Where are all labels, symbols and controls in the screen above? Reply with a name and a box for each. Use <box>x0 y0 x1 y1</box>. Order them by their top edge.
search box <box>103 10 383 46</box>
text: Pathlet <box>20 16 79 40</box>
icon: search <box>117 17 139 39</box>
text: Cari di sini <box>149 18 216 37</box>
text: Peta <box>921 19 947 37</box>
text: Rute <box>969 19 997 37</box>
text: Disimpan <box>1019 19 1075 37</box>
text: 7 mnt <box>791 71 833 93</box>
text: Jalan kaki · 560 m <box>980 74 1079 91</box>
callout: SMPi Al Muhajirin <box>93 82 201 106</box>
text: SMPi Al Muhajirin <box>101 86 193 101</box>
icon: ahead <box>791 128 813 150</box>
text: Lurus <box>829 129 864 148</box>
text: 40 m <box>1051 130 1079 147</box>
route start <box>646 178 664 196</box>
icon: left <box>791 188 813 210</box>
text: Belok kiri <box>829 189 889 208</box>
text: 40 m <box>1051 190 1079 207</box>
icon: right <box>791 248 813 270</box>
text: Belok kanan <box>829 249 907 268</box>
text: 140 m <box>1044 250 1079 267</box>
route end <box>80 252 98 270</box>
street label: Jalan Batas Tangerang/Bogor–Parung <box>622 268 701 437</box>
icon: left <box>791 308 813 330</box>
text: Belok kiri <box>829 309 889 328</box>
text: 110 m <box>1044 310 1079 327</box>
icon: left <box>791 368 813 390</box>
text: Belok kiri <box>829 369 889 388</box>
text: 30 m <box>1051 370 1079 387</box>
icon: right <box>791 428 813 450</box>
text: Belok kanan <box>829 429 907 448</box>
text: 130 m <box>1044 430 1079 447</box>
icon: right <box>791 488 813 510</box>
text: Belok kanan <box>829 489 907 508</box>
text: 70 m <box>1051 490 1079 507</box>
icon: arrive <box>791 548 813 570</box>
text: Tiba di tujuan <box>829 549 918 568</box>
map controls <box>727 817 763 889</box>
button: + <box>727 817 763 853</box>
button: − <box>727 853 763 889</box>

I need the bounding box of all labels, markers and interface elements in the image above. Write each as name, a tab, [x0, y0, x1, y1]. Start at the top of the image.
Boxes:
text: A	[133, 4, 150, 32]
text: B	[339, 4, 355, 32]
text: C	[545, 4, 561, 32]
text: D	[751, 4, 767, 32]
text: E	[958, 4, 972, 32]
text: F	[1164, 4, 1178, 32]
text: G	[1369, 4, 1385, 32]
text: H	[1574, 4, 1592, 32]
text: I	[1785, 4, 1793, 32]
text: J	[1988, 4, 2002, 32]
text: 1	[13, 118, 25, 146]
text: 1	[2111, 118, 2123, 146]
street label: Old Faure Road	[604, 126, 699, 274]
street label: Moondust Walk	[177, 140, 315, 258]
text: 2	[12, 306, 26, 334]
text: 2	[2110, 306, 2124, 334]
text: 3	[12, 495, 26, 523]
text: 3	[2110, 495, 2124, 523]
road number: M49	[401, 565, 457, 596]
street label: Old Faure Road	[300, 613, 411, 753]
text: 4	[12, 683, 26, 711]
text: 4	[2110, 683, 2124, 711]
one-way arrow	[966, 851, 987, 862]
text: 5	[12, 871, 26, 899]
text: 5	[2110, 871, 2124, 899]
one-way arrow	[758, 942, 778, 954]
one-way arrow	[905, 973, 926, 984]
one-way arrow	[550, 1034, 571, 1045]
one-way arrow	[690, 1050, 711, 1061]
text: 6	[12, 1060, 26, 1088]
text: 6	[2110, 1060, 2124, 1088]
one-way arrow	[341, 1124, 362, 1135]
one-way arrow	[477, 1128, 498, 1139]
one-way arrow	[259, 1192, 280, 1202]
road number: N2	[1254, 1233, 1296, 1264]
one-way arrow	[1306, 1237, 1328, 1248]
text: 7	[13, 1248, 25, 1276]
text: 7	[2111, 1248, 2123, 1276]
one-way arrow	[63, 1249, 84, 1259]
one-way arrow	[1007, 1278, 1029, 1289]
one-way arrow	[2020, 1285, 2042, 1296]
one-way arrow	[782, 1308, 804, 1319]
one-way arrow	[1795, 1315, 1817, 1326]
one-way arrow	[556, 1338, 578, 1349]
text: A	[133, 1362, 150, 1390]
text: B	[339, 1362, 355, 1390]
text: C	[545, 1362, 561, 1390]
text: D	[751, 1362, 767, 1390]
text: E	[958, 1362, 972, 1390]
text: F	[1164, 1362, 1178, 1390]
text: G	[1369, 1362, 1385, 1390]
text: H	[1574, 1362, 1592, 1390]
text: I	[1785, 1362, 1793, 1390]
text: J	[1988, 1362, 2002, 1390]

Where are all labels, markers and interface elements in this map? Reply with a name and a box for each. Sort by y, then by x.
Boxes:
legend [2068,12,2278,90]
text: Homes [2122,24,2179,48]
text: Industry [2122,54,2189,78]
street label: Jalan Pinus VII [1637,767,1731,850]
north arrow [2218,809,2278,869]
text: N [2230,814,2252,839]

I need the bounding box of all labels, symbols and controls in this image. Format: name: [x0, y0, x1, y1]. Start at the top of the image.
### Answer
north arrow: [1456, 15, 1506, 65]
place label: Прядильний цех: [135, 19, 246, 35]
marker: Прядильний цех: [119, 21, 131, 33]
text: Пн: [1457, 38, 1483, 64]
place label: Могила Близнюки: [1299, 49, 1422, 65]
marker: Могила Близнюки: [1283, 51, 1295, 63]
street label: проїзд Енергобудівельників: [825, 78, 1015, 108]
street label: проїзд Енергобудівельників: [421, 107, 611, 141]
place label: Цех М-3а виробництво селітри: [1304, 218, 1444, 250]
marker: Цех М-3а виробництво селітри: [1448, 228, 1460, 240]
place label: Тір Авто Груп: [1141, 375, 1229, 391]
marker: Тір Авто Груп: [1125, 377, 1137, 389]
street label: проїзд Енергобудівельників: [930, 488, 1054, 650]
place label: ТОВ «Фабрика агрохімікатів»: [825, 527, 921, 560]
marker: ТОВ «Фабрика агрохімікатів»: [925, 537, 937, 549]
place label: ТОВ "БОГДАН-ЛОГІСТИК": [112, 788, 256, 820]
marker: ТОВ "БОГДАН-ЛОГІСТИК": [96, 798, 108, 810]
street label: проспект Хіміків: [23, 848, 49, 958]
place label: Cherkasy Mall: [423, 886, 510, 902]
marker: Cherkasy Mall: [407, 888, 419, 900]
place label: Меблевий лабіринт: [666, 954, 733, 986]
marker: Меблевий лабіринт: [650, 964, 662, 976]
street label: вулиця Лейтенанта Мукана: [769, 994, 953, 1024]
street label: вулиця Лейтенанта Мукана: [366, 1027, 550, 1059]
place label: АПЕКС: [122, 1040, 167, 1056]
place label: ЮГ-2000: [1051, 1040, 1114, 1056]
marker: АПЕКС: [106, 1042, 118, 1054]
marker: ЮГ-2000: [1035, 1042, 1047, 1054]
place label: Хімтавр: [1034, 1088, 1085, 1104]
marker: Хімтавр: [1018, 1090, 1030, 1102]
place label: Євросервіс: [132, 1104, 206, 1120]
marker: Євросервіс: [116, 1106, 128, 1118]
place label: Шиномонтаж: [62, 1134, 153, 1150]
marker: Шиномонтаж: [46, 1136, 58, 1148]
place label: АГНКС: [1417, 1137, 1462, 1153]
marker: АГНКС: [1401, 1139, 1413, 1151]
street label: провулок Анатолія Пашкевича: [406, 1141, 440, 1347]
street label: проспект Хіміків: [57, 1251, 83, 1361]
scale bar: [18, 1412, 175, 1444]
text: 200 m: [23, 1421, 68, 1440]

==================================================

An exact repetition of the data above is all that is needed.

Where are all labels, symbols and controls in the screen above? Reply with a name and a box for each. Use <box>x0 y0 x1 y1</box>. Order them by their top edge.
search box <box>103 10 383 46</box>
text: Pathlet <box>20 16 79 40</box>
icon: search <box>117 17 139 39</box>
text: Cari di sini <box>149 18 216 37</box>
text: Peta <box>921 19 947 37</box>
text: Rute <box>969 19 997 37</box>
text: Disimpan <box>1019 19 1075 37</box>
text: 7 mnt <box>791 71 833 93</box>
text: Jalan kaki · 560 m <box>980 74 1079 91</box>
callout: SMPi Al Muhajirin <box>93 82 201 106</box>
text: SMPi Al Muhajirin <box>101 86 193 101</box>
icon: ahead <box>791 128 813 150</box>
text: Lurus <box>829 129 864 148</box>
text: 40 m <box>1051 130 1079 147</box>
route start <box>646 178 664 196</box>
icon: left <box>791 188 813 210</box>
text: Belok kiri <box>829 189 889 208</box>
text: 40 m <box>1051 190 1079 207</box>
icon: right <box>791 248 813 270</box>
text: Belok kanan <box>829 249 907 268</box>
text: 140 m <box>1044 250 1079 267</box>
route end <box>80 252 98 270</box>
street label: Jalan Batas Tangerang/Bogor–Parung <box>622 268 701 437</box>
icon: left <box>791 308 813 330</box>
text: Belok kiri <box>829 309 889 328</box>
text: 110 m <box>1044 310 1079 327</box>
icon: left <box>791 368 813 390</box>
text: Belok kiri <box>829 369 889 388</box>
text: 30 m <box>1051 370 1079 387</box>
icon: right <box>791 428 813 450</box>
text: Belok kanan <box>829 429 907 448</box>
text: 130 m <box>1044 430 1079 447</box>
icon: right <box>791 488 813 510</box>
text: Belok kanan <box>829 489 907 508</box>
text: 70 m <box>1051 490 1079 507</box>
icon: arrive <box>791 548 813 570</box>
text: Tiba di tujuan <box>829 549 918 568</box>
map controls <box>727 817 763 889</box>
button: + <box>727 817 763 853</box>
button: − <box>727 853 763 889</box>

I need the bounding box of all labels, markers and interface elements in the image above. Write each as name, a tab, [x0, y0, x1, y1]. Start at the top of the image.
Boxes:
text: A	[133, 4, 150, 32]
text: B	[339, 4, 355, 32]
text: C	[545, 4, 561, 32]
text: D	[751, 4, 767, 32]
text: E	[958, 4, 972, 32]
text: F	[1164, 4, 1178, 32]
text: G	[1369, 4, 1385, 32]
text: H	[1574, 4, 1592, 32]
text: I	[1785, 4, 1793, 32]
text: J	[1988, 4, 2002, 32]
text: 1	[13, 118, 25, 146]
text: 1	[2111, 118, 2123, 146]
street label: Old Faure Road	[604, 126, 699, 274]
street label: Moondust Walk	[177, 140, 315, 258]
text: 2	[12, 306, 26, 334]
text: 2	[2110, 306, 2124, 334]
text: 3	[12, 495, 26, 523]
text: 3	[2110, 495, 2124, 523]
road number: M49	[401, 565, 457, 596]
street label: Old Faure Road	[300, 613, 411, 753]
text: 4	[12, 683, 26, 711]
text: 4	[2110, 683, 2124, 711]
one-way arrow	[966, 851, 987, 862]
text: 5	[12, 871, 26, 899]
text: 5	[2110, 871, 2124, 899]
one-way arrow	[758, 942, 778, 954]
one-way arrow	[905, 973, 926, 984]
one-way arrow	[550, 1034, 571, 1045]
one-way arrow	[690, 1050, 711, 1061]
text: 6	[12, 1060, 26, 1088]
text: 6	[2110, 1060, 2124, 1088]
one-way arrow	[341, 1124, 362, 1135]
one-way arrow	[477, 1128, 498, 1139]
one-way arrow	[259, 1192, 280, 1202]
road number: N2	[1254, 1233, 1296, 1264]
one-way arrow	[1306, 1237, 1328, 1248]
text: 7	[13, 1248, 25, 1276]
text: 7	[2111, 1248, 2123, 1276]
one-way arrow	[63, 1249, 84, 1259]
one-way arrow	[1007, 1278, 1029, 1289]
one-way arrow	[2020, 1285, 2042, 1296]
one-way arrow	[782, 1308, 804, 1319]
one-way arrow	[1795, 1315, 1817, 1326]
one-way arrow	[556, 1338, 578, 1349]
text: A	[133, 1362, 150, 1390]
text: B	[339, 1362, 355, 1390]
text: C	[545, 1362, 561, 1390]
text: D	[751, 1362, 767, 1390]
text: E	[958, 1362, 972, 1390]
text: F	[1164, 1362, 1178, 1390]
text: G	[1369, 1362, 1385, 1390]
text: H	[1574, 1362, 1592, 1390]
text: I	[1785, 1362, 1793, 1390]
text: J	[1988, 1362, 2002, 1390]

Where are all labels, markers and interface elements in this map? Reply with a name and a box for each. Sort by y, then by x.
Boxes:
legend [2068,12,2278,90]
text: Homes [2122,24,2179,48]
text: Industry [2122,54,2189,78]
street label: Jalan Pinus VII [1637,767,1731,850]
north arrow [2218,809,2278,869]
text: N [2230,814,2252,839]

I need the bounding box of all labels, symbols and controls in this image. Format: name: [x0, y0, x1, y1]. Start at the top of the image.
### Answer
north arrow: [1456, 15, 1506, 65]
place label: Прядильний цех: [135, 19, 246, 35]
marker: Прядильний цех: [119, 21, 131, 33]
text: Пн: [1457, 38, 1483, 64]
place label: Могила Близнюки: [1299, 49, 1422, 65]
marker: Могила Близнюки: [1283, 51, 1295, 63]
street label: проїзд Енергобудівельників: [825, 78, 1015, 108]
street label: проїзд Енергобудівельників: [421, 107, 611, 141]
place label: Цех М-3а виробництво селітри: [1304, 218, 1444, 250]
marker: Цех М-3а виробництво селітри: [1448, 228, 1460, 240]
place label: Тір Авто Груп: [1141, 375, 1229, 391]
marker: Тір Авто Груп: [1125, 377, 1137, 389]
street label: проїзд Енергобудівельників: [930, 488, 1054, 650]
place label: ТОВ «Фабрика агрохімікатів»: [825, 527, 921, 560]
marker: ТОВ «Фабрика агрохімікатів»: [925, 537, 937, 549]
place label: ТОВ "БОГДАН-ЛОГІСТИК": [112, 788, 256, 820]
marker: ТОВ "БОГДАН-ЛОГІСТИК": [96, 798, 108, 810]
street label: проспект Хіміків: [23, 848, 49, 958]
place label: Cherkasy Mall: [423, 886, 510, 902]
marker: Cherkasy Mall: [407, 888, 419, 900]
place label: Меблевий лабіринт: [666, 954, 733, 986]
marker: Меблевий лабіринт: [650, 964, 662, 976]
street label: вулиця Лейтенанта Мукана: [769, 994, 953, 1024]
street label: вулиця Лейтенанта Мукана: [366, 1027, 550, 1059]
place label: АПЕКС: [122, 1040, 167, 1056]
place label: ЮГ-2000: [1051, 1040, 1114, 1056]
marker: АПЕКС: [106, 1042, 118, 1054]
marker: ЮГ-2000: [1035, 1042, 1047, 1054]
place label: Хімтавр: [1034, 1088, 1085, 1104]
marker: Хімтавр: [1018, 1090, 1030, 1102]
place label: Євросервіс: [132, 1104, 206, 1120]
marker: Євросервіс: [116, 1106, 128, 1118]
place label: Шиномонтаж: [62, 1134, 153, 1150]
marker: Шиномонтаж: [46, 1136, 58, 1148]
place label: АГНКС: [1417, 1137, 1462, 1153]
marker: АГНКС: [1401, 1139, 1413, 1151]
street label: провулок Анатолія Пашкевича: [406, 1141, 440, 1347]
street label: проспект Хіміків: [57, 1251, 83, 1361]
scale bar: [18, 1412, 175, 1444]
text: 200 m: [23, 1421, 68, 1440]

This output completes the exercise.